Ashok didn’t know what to say. “All this while I slept,” he said faintly.

“You needed time to heal,” Ilvani said. She added, “You still do.”

“I get no part in this decision?” Ashok said, a petulant note in his voice.

“You’ll have to argue with Tempus,” Ilvani said. A rare flash of humor lit her black eyes. “Those disagreements rarely end in your favor.”

“Did he send you a vision?”

She shook her head. “I didn’t ask for that.”

“Then what-”

“He wants me to be at peace,” Ilvani said simply. “The witches are the way.”

“How long will you stay?” Ashok asked.

“For as long as I’m tolerated,” Ilvani said. “Or until Ikemmu calls me back. Not more than a season, I think.”

The wind picked up, and she clutched the cloak tighter around herself. Ashok looked at her slender hands and small, shivering form. How could she survive up here in the cold North, so far away from the place where she was born? Who would protect her?

As if she could read his thoughts, Ilvani said, “You should worry about yourself. Do you want to live or die, Ashok?”

She so rarely called him by his name. Ashok couldn’t remember the last time he’d heard her use it. He read the seriousness of her gaze.
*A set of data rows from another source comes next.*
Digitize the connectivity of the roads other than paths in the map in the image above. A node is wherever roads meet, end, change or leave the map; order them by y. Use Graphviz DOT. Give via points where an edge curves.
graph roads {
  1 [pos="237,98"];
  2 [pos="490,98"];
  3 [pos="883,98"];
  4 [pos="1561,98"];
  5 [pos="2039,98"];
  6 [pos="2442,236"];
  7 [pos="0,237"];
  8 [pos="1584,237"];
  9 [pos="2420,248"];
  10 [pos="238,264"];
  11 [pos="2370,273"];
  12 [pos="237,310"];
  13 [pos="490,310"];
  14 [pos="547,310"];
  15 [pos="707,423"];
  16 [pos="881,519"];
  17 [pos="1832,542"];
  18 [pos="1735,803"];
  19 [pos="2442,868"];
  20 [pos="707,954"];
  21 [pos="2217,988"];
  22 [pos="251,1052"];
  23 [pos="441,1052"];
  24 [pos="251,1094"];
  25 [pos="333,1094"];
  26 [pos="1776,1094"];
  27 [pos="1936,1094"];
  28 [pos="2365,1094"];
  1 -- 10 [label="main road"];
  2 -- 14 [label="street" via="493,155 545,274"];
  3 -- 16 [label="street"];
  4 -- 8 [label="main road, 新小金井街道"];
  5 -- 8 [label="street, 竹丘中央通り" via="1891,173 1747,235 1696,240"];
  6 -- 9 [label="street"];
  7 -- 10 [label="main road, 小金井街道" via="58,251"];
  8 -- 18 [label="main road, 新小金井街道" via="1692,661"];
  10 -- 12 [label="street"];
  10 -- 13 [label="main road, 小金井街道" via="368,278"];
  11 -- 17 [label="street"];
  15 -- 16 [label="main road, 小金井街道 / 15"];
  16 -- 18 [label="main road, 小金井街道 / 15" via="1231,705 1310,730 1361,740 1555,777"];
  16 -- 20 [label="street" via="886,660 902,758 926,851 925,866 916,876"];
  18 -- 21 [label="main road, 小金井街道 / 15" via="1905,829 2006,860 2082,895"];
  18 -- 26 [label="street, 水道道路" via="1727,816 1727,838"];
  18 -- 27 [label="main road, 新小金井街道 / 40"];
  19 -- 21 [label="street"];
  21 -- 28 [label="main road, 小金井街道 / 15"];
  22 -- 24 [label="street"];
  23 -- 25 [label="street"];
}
She expected an answer. “Does it matter?” he said.

His reply made her unhappy. Ashok saw it in the way she shrank from him and dipped her chin inside his cloak. “He was right,” Ilvani said, sighing.

“Who was right?”

“Is that the path, then?” Ilvani said. She seemed to address the question to herself. “To embrace life before anything after can be considered? We have to mend ourselves?”

“Ilvani, I’m sorry, but I don’t understand,” Ashok said, frustrated. He still had so much to learn about her, yet now she was asking him to go.

“You will,” Ilvani said. “Have faith.”

It was Ashok’s turn to sigh. “Why does everyone ask that of me? Why do they try to push me toward one god or another?”

A faint smile touched her lips again. “Not faith in the gods-in yourself and your friends.”

She seemed so sure of herself. Ashok wondered if he was seeing a glimpse of the person she was meant to be, a woman free of the shadows of the past. They both had long roads ahead of them, but for now, Ilvani’s peaceful expression calmed some of Ashok’s uncertainties.

“Why did you come to me?” he asked her. “In that place …” Why was it so hard for him to remember? “You could have died.”

“Why did you help me?” she countered. “Why do you risk death for the brothers, for the humans, for Ikemmu?”

“Because they’re worth protecting. They’re all I have.”

“Yes,” Ilvani said. This time she seemed satisfied with his answer. “A choice-one that has nothing to do with the gods.”

Ashok considered her words. Mareyn found joy in her goddess, a guide to walk the dark roads by her side. Ashok had found that bond in his companions. He needed nothing else.

“I can have faith in that,” he said.

They sat by the lake together, watching the colors drift on the water until the winter sun went down.